§ ACTION ITEM: Give only the number of lines in the listing below where the string "connectivity" occurs.

§ DATA:
--- START ---
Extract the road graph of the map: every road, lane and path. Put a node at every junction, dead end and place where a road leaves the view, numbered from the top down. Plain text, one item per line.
--- END ---
--- START ---
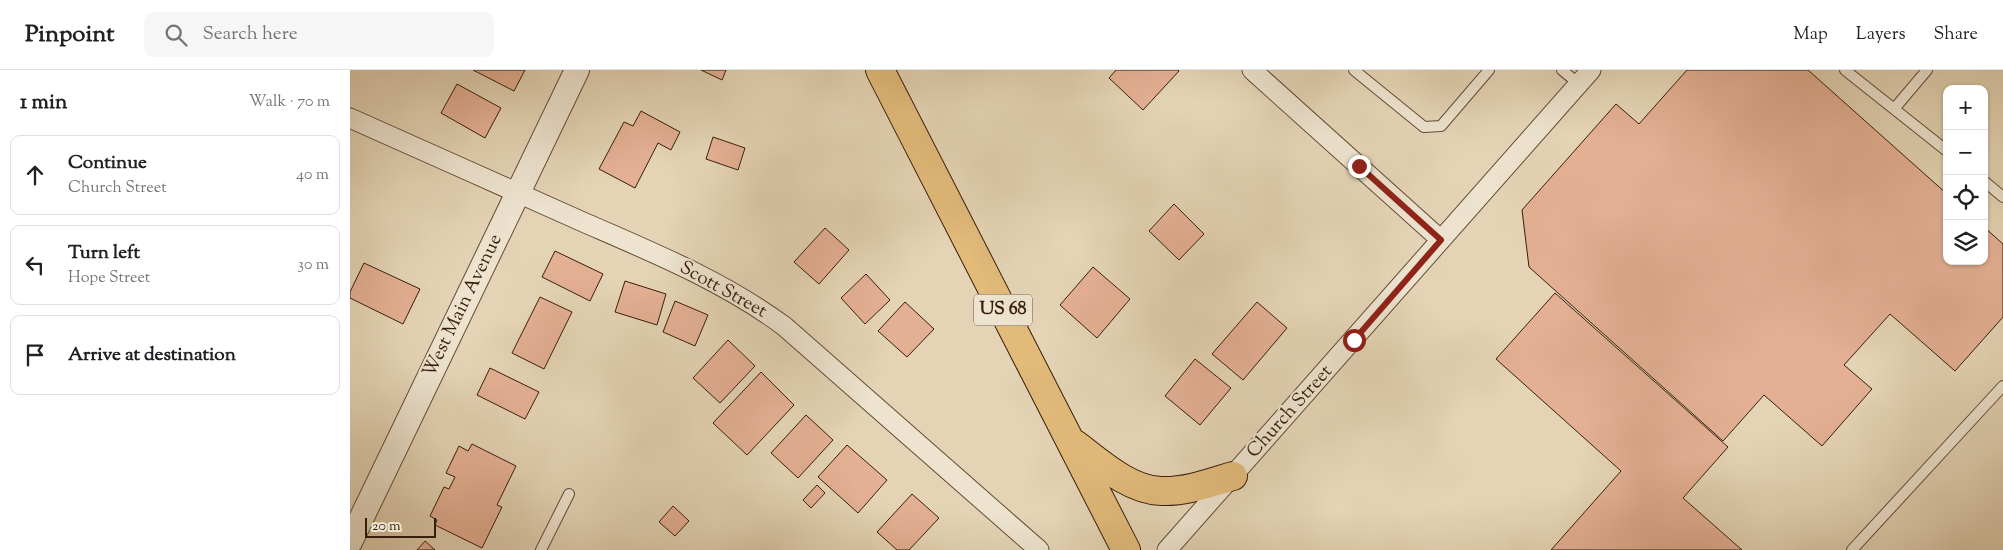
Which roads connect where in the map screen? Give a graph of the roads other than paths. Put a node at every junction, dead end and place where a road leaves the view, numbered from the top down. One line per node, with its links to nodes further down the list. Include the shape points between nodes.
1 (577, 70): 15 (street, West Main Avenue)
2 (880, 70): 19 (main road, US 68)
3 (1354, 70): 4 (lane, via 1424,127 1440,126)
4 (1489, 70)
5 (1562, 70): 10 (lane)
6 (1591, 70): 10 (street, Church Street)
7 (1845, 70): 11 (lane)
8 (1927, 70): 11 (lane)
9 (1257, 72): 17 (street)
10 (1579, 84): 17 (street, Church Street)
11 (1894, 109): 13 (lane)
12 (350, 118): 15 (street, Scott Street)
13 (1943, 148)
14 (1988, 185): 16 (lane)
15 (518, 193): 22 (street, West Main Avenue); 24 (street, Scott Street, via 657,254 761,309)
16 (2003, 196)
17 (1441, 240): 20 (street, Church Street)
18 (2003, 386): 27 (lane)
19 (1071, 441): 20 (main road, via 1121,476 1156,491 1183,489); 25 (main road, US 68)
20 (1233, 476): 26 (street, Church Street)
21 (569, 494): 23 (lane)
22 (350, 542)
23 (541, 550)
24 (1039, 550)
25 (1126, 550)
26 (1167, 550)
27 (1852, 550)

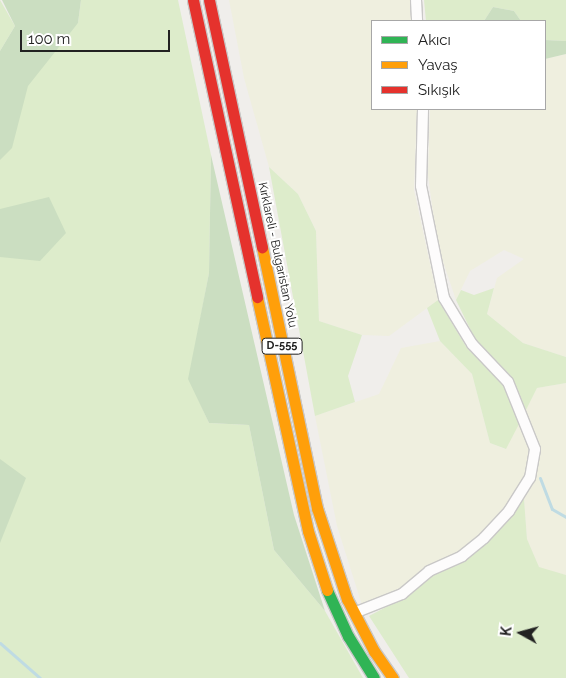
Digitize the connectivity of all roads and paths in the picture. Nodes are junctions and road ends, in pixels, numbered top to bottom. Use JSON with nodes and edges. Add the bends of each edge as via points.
--- END ---
--- START ---
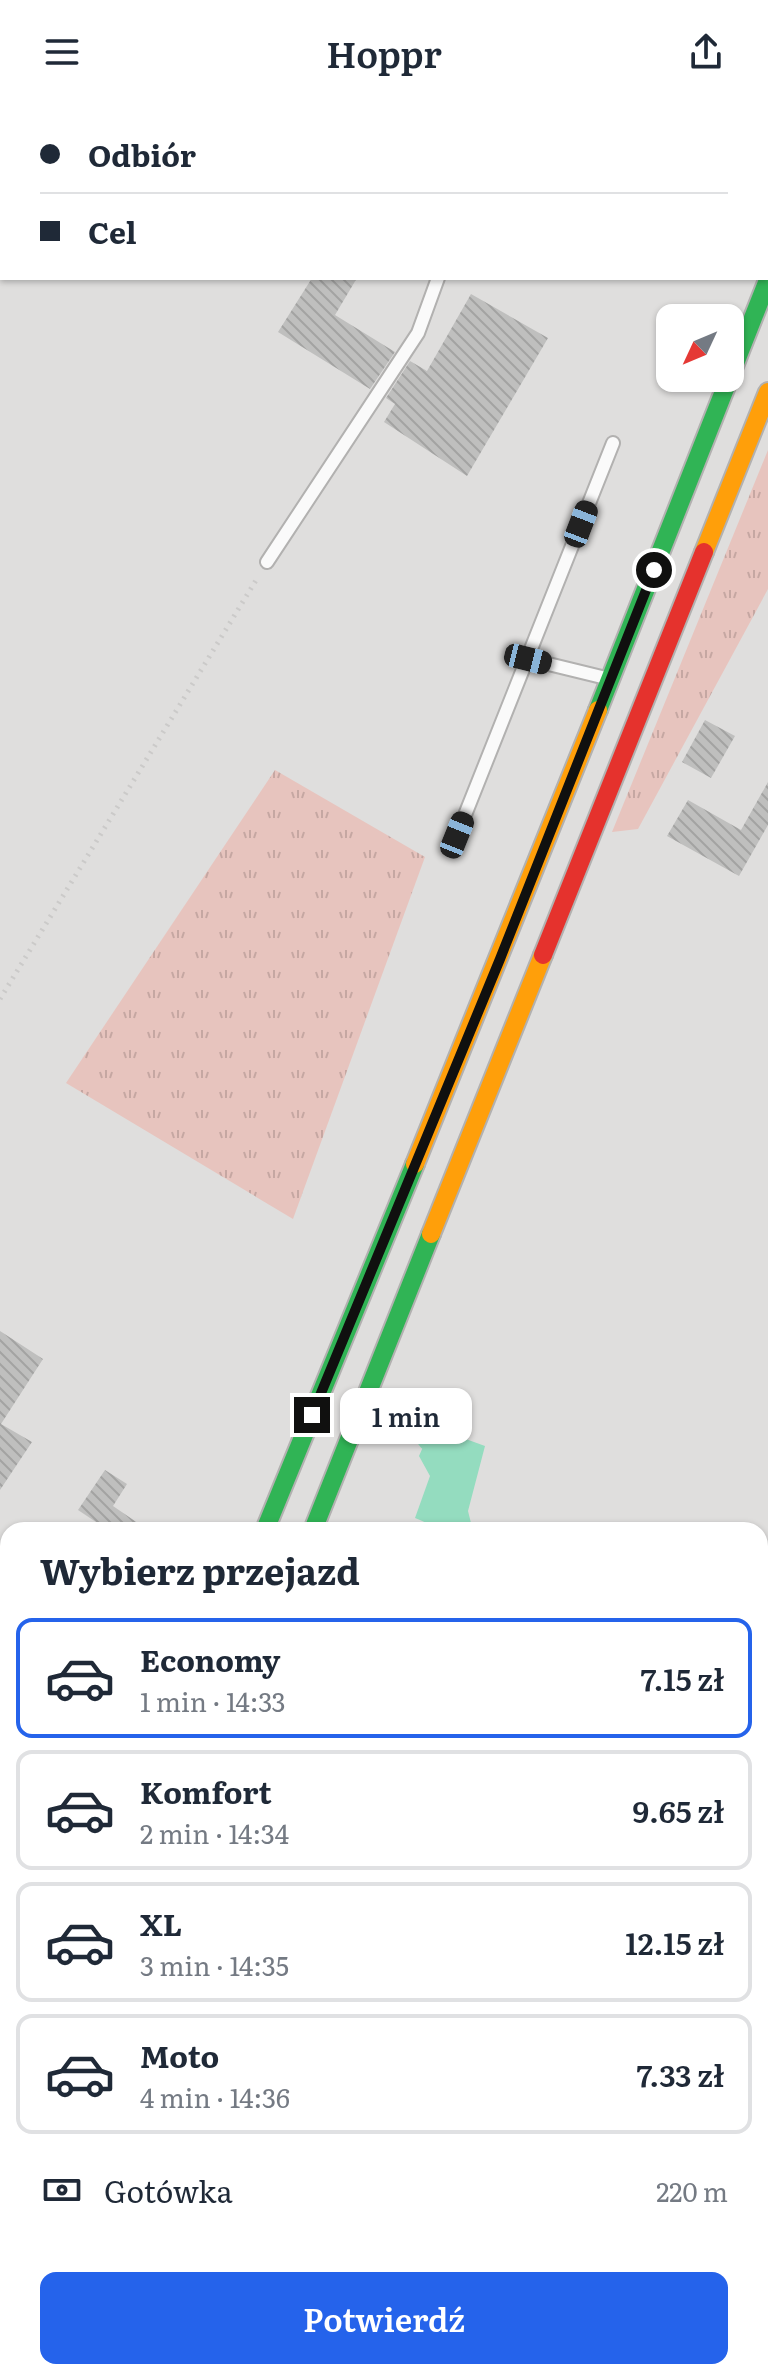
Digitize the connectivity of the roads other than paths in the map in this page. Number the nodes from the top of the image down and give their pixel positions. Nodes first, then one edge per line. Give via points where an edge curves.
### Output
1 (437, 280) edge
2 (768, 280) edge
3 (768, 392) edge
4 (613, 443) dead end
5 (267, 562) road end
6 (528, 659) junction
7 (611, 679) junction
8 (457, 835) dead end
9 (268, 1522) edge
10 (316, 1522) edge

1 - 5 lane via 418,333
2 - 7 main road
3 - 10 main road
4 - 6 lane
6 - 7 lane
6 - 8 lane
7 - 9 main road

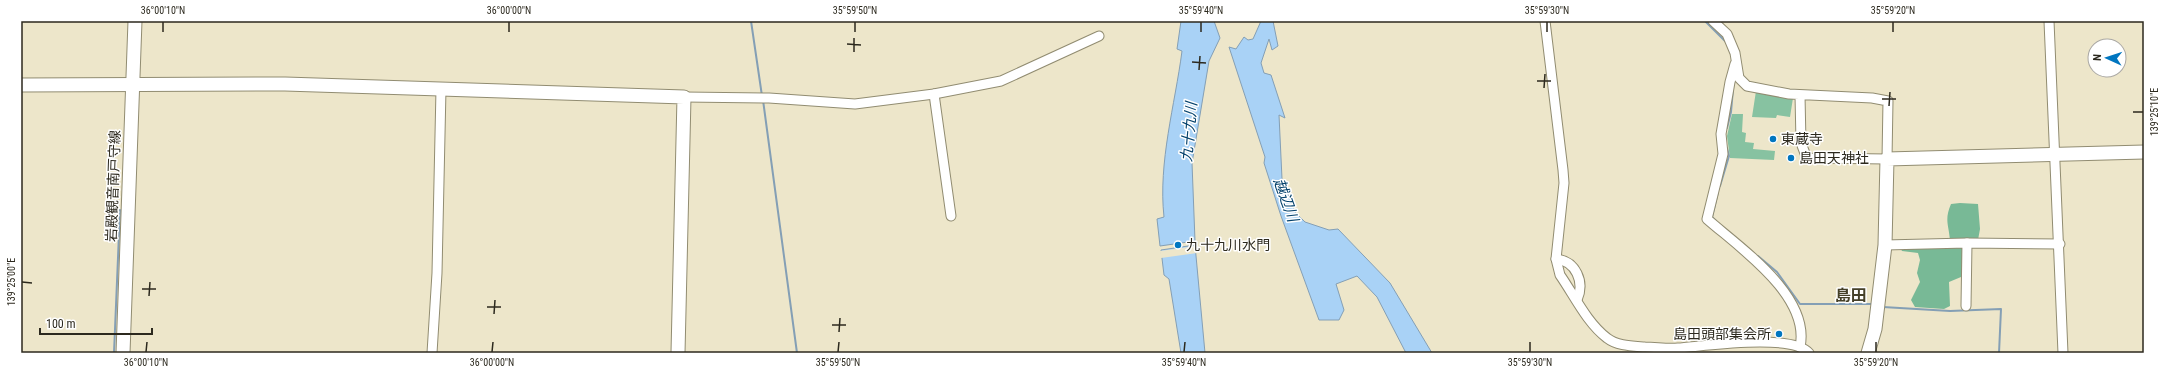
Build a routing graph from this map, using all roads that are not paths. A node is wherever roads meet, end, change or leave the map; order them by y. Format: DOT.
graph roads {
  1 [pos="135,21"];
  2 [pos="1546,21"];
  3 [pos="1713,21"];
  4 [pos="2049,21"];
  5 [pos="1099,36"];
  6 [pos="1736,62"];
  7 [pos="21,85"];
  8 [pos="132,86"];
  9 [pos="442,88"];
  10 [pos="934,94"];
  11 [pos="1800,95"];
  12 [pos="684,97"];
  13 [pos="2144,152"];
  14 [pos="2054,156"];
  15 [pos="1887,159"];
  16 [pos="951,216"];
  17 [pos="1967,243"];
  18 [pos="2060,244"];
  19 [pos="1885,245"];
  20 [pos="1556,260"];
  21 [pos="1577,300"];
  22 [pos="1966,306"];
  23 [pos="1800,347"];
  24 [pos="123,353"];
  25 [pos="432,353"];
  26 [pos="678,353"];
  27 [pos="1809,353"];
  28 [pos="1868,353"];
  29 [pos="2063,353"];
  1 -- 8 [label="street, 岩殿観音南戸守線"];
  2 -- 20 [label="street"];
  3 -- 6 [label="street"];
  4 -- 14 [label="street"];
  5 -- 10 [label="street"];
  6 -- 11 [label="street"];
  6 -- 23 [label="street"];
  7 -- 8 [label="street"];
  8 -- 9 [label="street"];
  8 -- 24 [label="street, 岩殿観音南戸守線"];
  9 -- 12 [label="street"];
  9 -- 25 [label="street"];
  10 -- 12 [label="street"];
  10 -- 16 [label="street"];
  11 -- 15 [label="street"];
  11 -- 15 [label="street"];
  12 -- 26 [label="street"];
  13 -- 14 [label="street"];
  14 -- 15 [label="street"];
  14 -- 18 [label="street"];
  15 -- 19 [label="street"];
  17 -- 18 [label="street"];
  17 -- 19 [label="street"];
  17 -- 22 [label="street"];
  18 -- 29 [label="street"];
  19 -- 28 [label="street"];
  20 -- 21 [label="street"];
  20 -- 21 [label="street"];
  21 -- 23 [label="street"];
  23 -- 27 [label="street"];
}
--- END ---
§ ANSWER FOR THIS EXERCISE: 2